It's one of those habits that creeps in quickly — you're running late, traffic is moving slower than you'd like, and before you know it, you're sitting just a car's length behind the vehicle in front. Tailgating is one of New Zealand's most common — and most dangerous — driving behaviours. For learner drivers, understanding following distance isn't just about passing your practical driving test. It's about building a habit that keeps you safe for life.
The Two-Second Rule (and When to Double It)
Waka Kotahi NZTA recommends the two-second rule as a minimum following distance in dry conditions. Here's how it works: when the vehicle ahead passes a fixed point — a road sign, a shadow, a crack in the road — count two full seconds before you reach the same point. If you get there before you finish counting, you're too close.
But two seconds is a bare minimum. In adverse conditions, you should increase your following distance significantly:
- Wet roads: Double it to at least four seconds. Water reduces tyre grip dramatically, and braking distances increase.
- Gravel or unsealed roads: Four seconds or more. Loose surfaces are unpredictable and stones can flick up and damage your windscreen.
- Foggy or low-visibility conditions: Increase distance so you can stop safely within the distance you can actually see.
- Following heavy vehicles or trucks: Increase your gap — large trucks take much longer to stop, and their size blocks your view of the road ahead.
- Towing a trailer: Your own stopping distance increases, so give yourself extra room.
Why Your Brain Underestimates the Risk
Here's something that surprises many new drivers: at 100 km/h, you're travelling about 28 metres every second. Even with a perfectly alert reaction time of 1.5 seconds, you'll cover over 40 metres before your brakes even begin to bite — and then you need the braking distance on top of that. On a wet road, total stopping distance from 100 km/h can exceed 100 metres.
The problem is that close following feels normal when everyone around you is doing it. Our brains adapt to the visual flow of traffic and stop registering how little space we actually have. This is sometimes called "speed adaptation" — and it's a real psychological trap for new drivers.
Following Distance During Your Practical Driving Test
Your examiner will be watching your following distance throughout the test. Sitting too close to the vehicle in front is considered a fault, and repeated instances or a single dangerous moment can result in a failed test. Examiners want to see that you're scanning ahead, leaving appropriate gaps, and adjusting your distance as conditions change.
A useful trick: if you can't see the rear tyres of the vehicle in front touching the road, you're almost certainly too close — especially when stopped at traffic lights.
The Motorway Problem
Following distance tends to collapse most on motorways, where speeds are high and drivers fall into a convoy-like rhythm. In New Zealand, motorway driving is assessed as part of many practical test routes in cities like Auckland, Wellington, and Christchurch.

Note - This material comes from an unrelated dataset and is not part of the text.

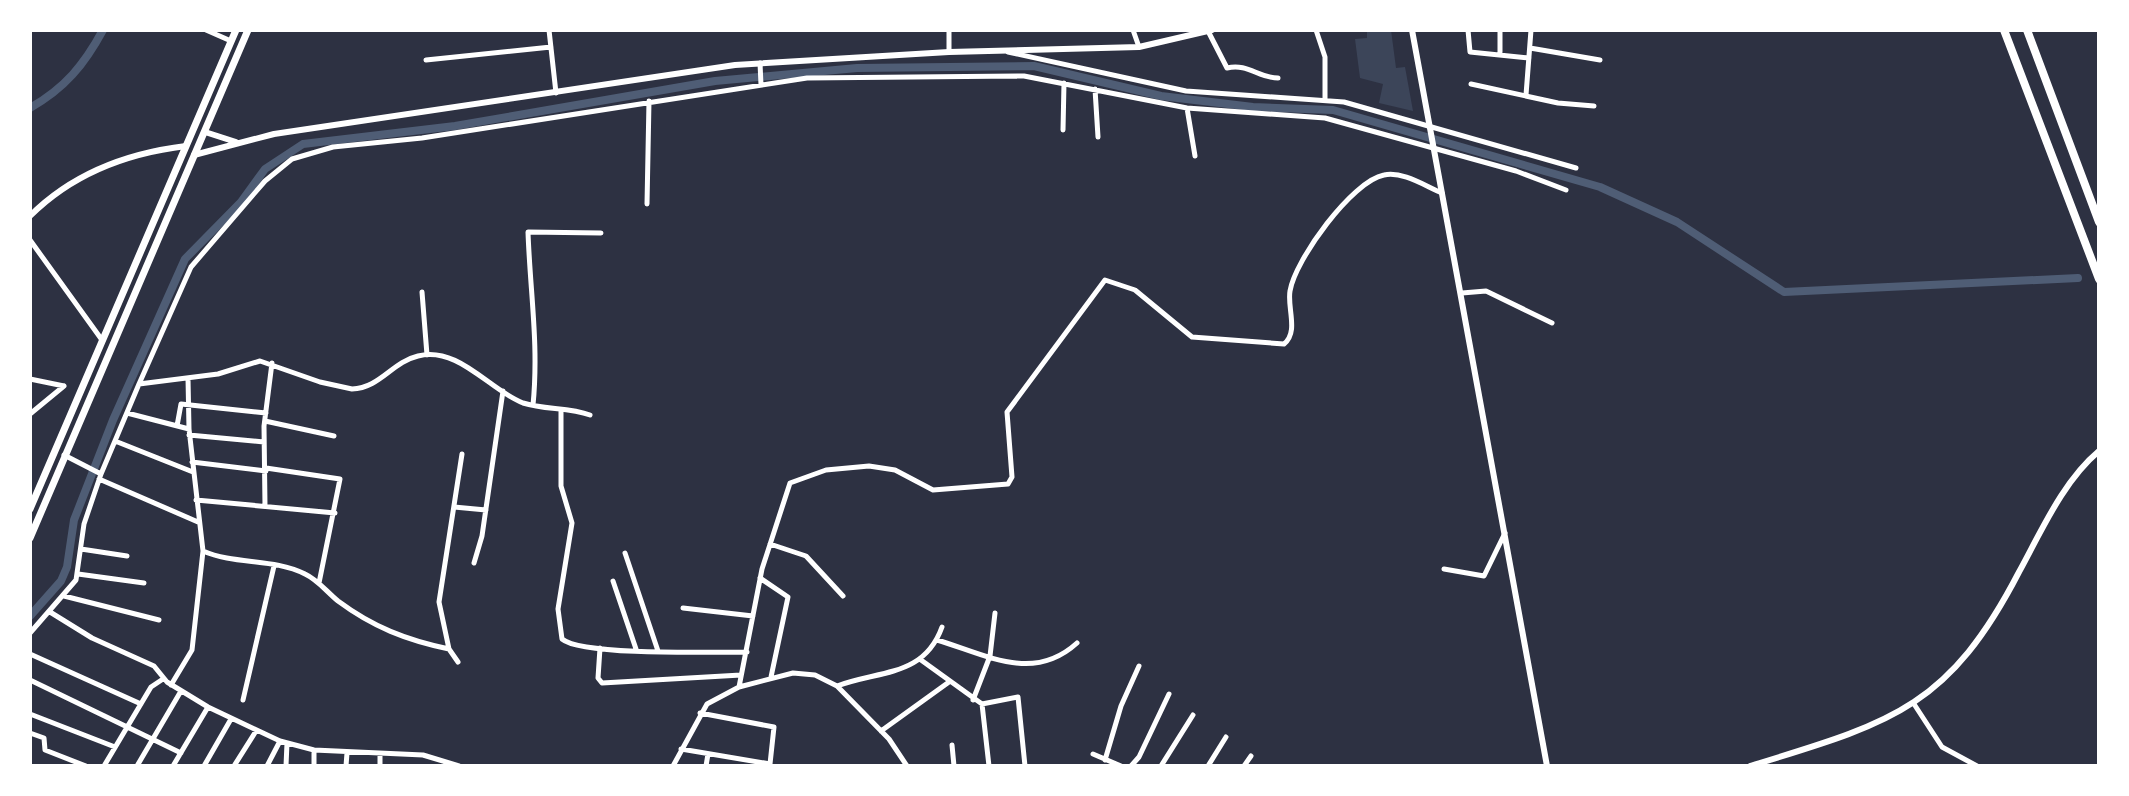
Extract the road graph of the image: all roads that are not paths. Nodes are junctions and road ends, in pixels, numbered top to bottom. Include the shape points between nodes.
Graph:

Practising on real test routes — including motorway sections — helps you build the awareness to maintain safe gaps even when traffic pressure makes it feel uncomfortable.
Apps like SteerClear let you practise on actual NZ practical driving test routes with live scoring, so you can identify where your following distance habits tend to slip before your real test day.
Make Space a Habit, Not an Afterthought
Safe following distance is ultimately about giving yourself options. The more space you have in front of you, the more time you have to react, adjust, and avoid a collision. Tailgating removes those options entirely.
Whether you're preparing for your practical driving test or just starting to build your skills on the road, commit to the two-second rule from day one. It's one of the simplest habits you can form — and one of the most powerful ways to protect yourself and everyone around you.